_TASK DIRECTIONS_.
Line by line, the data below should be set down unchanged, with images excluded.

_EXERCISE MATERIALS_.
--------------------------------------------------

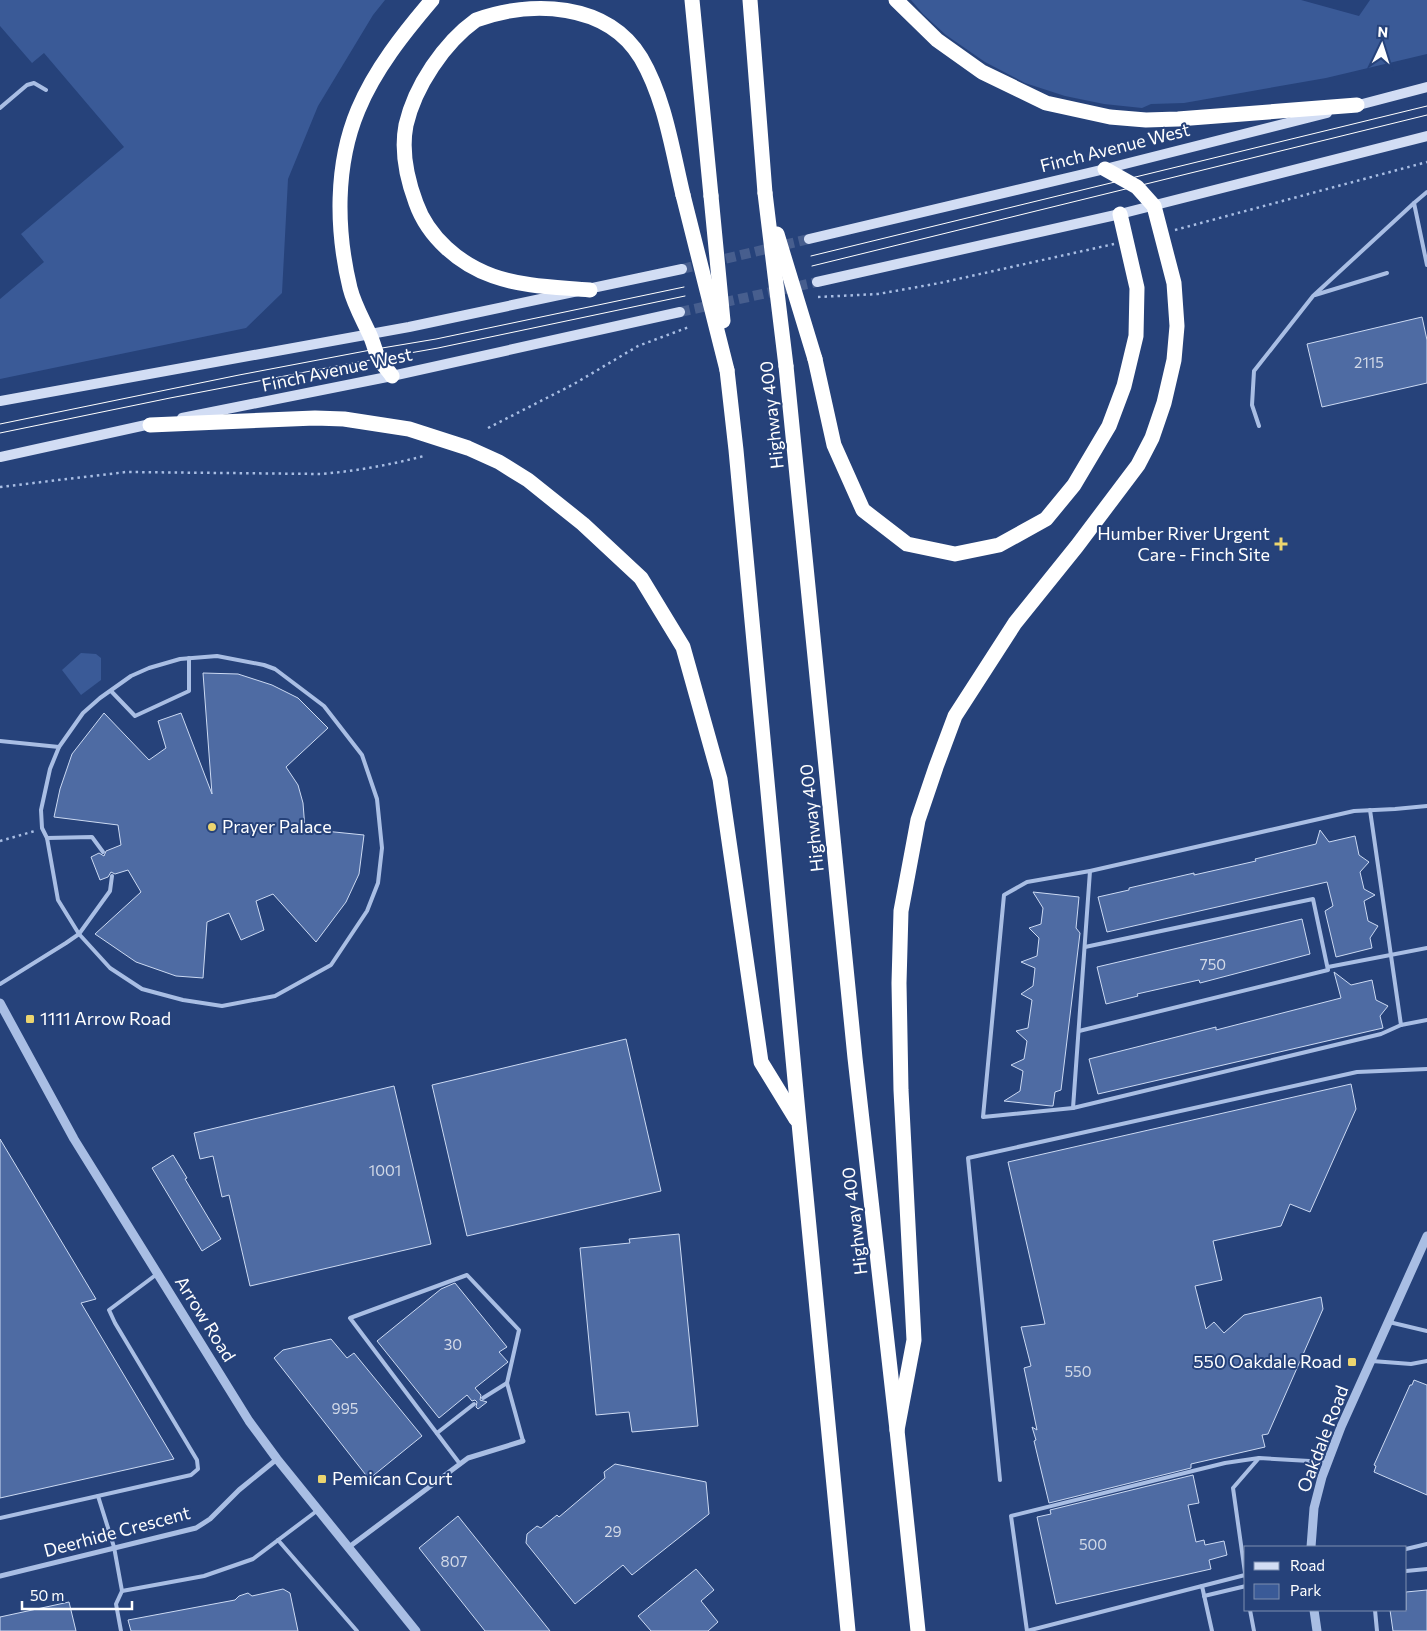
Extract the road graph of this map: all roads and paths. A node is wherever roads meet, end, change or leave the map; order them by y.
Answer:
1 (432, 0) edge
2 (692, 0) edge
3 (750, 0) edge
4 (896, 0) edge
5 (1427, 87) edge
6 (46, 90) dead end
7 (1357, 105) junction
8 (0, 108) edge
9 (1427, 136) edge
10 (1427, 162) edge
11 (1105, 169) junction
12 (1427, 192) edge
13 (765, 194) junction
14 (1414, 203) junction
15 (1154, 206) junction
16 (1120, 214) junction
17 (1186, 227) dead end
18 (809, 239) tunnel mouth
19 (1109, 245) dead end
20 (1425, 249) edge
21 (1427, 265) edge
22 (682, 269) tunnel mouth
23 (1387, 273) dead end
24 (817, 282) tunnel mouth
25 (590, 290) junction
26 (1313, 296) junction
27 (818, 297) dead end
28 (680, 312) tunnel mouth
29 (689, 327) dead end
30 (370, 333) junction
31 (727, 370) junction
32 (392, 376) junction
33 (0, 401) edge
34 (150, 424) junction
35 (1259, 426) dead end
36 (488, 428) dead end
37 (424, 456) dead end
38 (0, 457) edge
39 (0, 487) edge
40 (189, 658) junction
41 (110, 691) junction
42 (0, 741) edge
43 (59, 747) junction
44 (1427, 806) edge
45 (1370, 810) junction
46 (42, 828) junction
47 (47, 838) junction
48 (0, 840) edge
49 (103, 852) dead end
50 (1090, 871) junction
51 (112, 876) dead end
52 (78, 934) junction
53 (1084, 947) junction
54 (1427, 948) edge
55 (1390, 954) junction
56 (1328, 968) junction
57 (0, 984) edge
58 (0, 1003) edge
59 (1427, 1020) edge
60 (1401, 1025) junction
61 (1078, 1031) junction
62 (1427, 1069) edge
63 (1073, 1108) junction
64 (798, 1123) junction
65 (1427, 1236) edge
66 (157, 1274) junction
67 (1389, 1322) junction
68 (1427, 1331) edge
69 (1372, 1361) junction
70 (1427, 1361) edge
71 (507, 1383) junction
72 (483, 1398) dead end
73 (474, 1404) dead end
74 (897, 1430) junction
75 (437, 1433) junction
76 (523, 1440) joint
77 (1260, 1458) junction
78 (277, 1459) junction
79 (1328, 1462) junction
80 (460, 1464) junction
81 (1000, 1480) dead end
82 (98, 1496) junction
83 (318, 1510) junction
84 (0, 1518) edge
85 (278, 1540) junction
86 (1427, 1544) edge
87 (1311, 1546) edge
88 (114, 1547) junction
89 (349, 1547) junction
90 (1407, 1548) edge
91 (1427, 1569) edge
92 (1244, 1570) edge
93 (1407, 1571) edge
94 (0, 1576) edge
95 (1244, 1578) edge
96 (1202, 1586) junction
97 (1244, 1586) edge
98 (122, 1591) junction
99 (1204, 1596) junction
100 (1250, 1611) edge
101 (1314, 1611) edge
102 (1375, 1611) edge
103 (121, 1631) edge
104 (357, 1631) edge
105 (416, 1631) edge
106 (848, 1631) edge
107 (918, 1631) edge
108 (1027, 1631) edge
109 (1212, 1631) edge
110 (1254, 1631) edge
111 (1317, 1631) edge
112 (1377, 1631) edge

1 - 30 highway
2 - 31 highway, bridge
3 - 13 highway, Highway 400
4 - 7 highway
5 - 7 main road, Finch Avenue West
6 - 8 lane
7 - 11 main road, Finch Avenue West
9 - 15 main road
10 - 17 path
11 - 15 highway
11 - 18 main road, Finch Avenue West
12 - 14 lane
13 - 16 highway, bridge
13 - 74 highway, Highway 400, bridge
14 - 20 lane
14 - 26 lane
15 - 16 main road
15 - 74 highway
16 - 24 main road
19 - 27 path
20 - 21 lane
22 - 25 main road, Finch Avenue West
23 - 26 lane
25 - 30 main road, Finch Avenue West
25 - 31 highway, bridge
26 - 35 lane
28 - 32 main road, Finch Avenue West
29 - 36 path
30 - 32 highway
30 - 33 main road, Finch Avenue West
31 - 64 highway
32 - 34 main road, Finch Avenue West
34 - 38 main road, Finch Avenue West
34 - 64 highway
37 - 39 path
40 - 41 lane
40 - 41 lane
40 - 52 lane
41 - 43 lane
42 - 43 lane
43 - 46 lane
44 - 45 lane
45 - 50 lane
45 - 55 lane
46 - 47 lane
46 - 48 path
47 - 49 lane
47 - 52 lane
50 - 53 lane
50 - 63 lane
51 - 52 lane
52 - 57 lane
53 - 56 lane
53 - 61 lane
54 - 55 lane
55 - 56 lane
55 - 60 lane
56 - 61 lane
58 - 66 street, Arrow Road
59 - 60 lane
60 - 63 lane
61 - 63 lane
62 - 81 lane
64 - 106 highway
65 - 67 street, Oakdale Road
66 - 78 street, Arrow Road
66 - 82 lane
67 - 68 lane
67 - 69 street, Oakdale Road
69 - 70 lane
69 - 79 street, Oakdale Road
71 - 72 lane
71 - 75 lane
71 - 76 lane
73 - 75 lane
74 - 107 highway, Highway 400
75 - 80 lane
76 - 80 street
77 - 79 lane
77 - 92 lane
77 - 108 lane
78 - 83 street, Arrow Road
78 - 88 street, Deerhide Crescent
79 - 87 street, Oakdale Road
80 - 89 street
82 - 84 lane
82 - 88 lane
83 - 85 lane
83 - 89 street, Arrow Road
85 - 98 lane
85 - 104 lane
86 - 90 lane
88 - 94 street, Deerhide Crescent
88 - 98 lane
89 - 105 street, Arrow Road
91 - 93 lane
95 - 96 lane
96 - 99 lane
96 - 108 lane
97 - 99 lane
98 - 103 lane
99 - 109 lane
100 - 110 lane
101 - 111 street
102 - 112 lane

--------------------------------------------------

_RESPONSE TO THIS TASK_.
Extract the road graph of this map: all roads and paths. A node is wherever roads meet, end, change or leave the map; order them by y.
Answer:
1 (432, 0) edge
2 (692, 0) edge
3 (750, 0) edge
4 (896, 0) edge
5 (1427, 87) edge
6 (46, 90) dead end
7 (1357, 105) junction
8 (0, 108) edge
9 (1427, 136) edge
10 (1427, 162) edge
11 (1105, 169) junction
12 (1427, 192) edge
13 (765, 194) junction
14 (1414, 203) junction
15 (1154, 206) junction
16 (1120, 214) junction
17 (1186, 227) dead end
18 (809, 239) tunnel mouth
19 (1109, 245) dead end
20 (1425, 249) edge
21 (1427, 265) edge
22 (682, 269) tunnel mouth
23 (1387, 273) dead end
24 (817, 282) tunnel mouth
25 (590, 290) junction
26 (1313, 296) junction
27 (818, 297) dead end
28 (680, 312) tunnel mouth
29 (689, 327) dead end
30 (370, 333) junction
31 (727, 370) junction
32 (392, 376) junction
33 (0, 401) edge
34 (150, 424) junction
35 (1259, 426) dead end
36 (488, 428) dead end
37 (424, 456) dead end
38 (0, 457) edge
39 (0, 487) edge
40 (189, 658) junction
41 (110, 691) junction
42 (0, 741) edge
43 (59, 747) junction
44 (1427, 806) edge
45 (1370, 810) junction
46 (42, 828) junction
47 (47, 838) junction
48 (0, 840) edge
49 (103, 852) dead end
50 (1090, 871) junction
51 (112, 876) dead end
52 (78, 934) junction
53 (1084, 947) junction
54 (1427, 948) edge
55 (1390, 954) junction
56 (1328, 968) junction
57 (0, 984) edge
58 (0, 1003) edge
59 (1427, 1020) edge
60 (1401, 1025) junction
61 (1078, 1031) junction
62 (1427, 1069) edge
63 (1073, 1108) junction
64 (798, 1123) junction
65 (1427, 1236) edge
66 (157, 1274) junction
67 (1389, 1322) junction
68 (1427, 1331) edge
69 (1372, 1361) junction
70 (1427, 1361) edge
71 (507, 1383) junction
72 (483, 1398) dead end
73 (474, 1404) dead end
74 (897, 1430) junction
75 (437, 1433) junction
76 (523, 1440) joint
77 (1260, 1458) junction
78 (277, 1459) junction
79 (1328, 1462) junction
80 (460, 1464) junction
81 (1000, 1480) dead end
82 (98, 1496) junction
83 (318, 1510) junction
84 (0, 1518) edge
85 (278, 1540) junction
86 (1427, 1544) edge
87 (1311, 1546) edge
88 (114, 1547) junction
89 (349, 1547) junction
90 (1407, 1548) edge
91 (1427, 1569) edge
92 (1244, 1570) edge
93 (1407, 1571) edge
94 (0, 1576) edge
95 (1244, 1578) edge
96 (1202, 1586) junction
97 (1244, 1586) edge
98 (122, 1591) junction
99 (1204, 1596) junction
100 (1250, 1611) edge
101 (1314, 1611) edge
102 (1375, 1611) edge
103 (121, 1631) edge
104 (357, 1631) edge
105 (416, 1631) edge
106 (848, 1631) edge
107 (918, 1631) edge
108 (1027, 1631) edge
109 (1212, 1631) edge
110 (1254, 1631) edge
111 (1317, 1631) edge
112 (1377, 1631) edge

1 - 30 highway
2 - 31 highway, bridge
3 - 13 highway, Highway 400
4 - 7 highway
5 - 7 main road, Finch Avenue West
6 - 8 lane
7 - 11 main road, Finch Avenue West
9 - 15 main road
10 - 17 path
11 - 15 highway
11 - 18 main road, Finch Avenue West
12 - 14 lane
13 - 16 highway, bridge
13 - 74 highway, Highway 400, bridge
14 - 20 lane
14 - 26 lane
15 - 16 main road
15 - 74 highway
16 - 24 main road
19 - 27 path
20 - 21 lane
22 - 25 main road, Finch Avenue West
23 - 26 lane
25 - 30 main road, Finch Avenue West
25 - 31 highway, bridge
26 - 35 lane
28 - 32 main road, Finch Avenue West
29 - 36 path
30 - 32 highway
30 - 33 main road, Finch Avenue West
31 - 64 highway
32 - 34 main road, Finch Avenue West
34 - 38 main road, Finch Avenue West
34 - 64 highway
37 - 39 path
40 - 41 lane
40 - 41 lane
40 - 52 lane
41 - 43 lane
42 - 43 lane
43 - 46 lane
44 - 45 lane
45 - 50 lane
45 - 55 lane
46 - 47 lane
46 - 48 path
47 - 49 lane
47 - 52 lane
50 - 53 lane
50 - 63 lane
51 - 52 lane
52 - 57 lane
53 - 56 lane
53 - 61 lane
54 - 55 lane
55 - 56 lane
55 - 60 lane
56 - 61 lane
58 - 66 street, Arrow Road
59 - 60 lane
60 - 63 lane
61 - 63 lane
62 - 81 lane
64 - 106 highway
65 - 67 street, Oakdale Road
66 - 78 street, Arrow Road
66 - 82 lane
67 - 68 lane
67 - 69 street, Oakdale Road
69 - 70 lane
69 - 79 street, Oakdale Road
71 - 72 lane
71 - 75 lane
71 - 76 lane
73 - 75 lane
74 - 107 highway, Highway 400
75 - 80 lane
76 - 80 street
77 - 79 lane
77 - 92 lane
77 - 108 lane
78 - 83 street, Arrow Road
78 - 88 street, Deerhide Crescent
79 - 87 street, Oakdale Road
80 - 89 street
82 - 84 lane
82 - 88 lane
83 - 85 lane
83 - 89 street, Arrow Road
85 - 98 lane
85 - 104 lane
86 - 90 lane
88 - 94 street, Deerhide Crescent
88 - 98 lane
89 - 105 street, Arrow Road
91 - 93 lane
95 - 96 lane
96 - 99 lane
96 - 108 lane
97 - 99 lane
98 - 103 lane
99 - 109 lane
100 - 110 lane
101 - 111 street
102 - 112 lane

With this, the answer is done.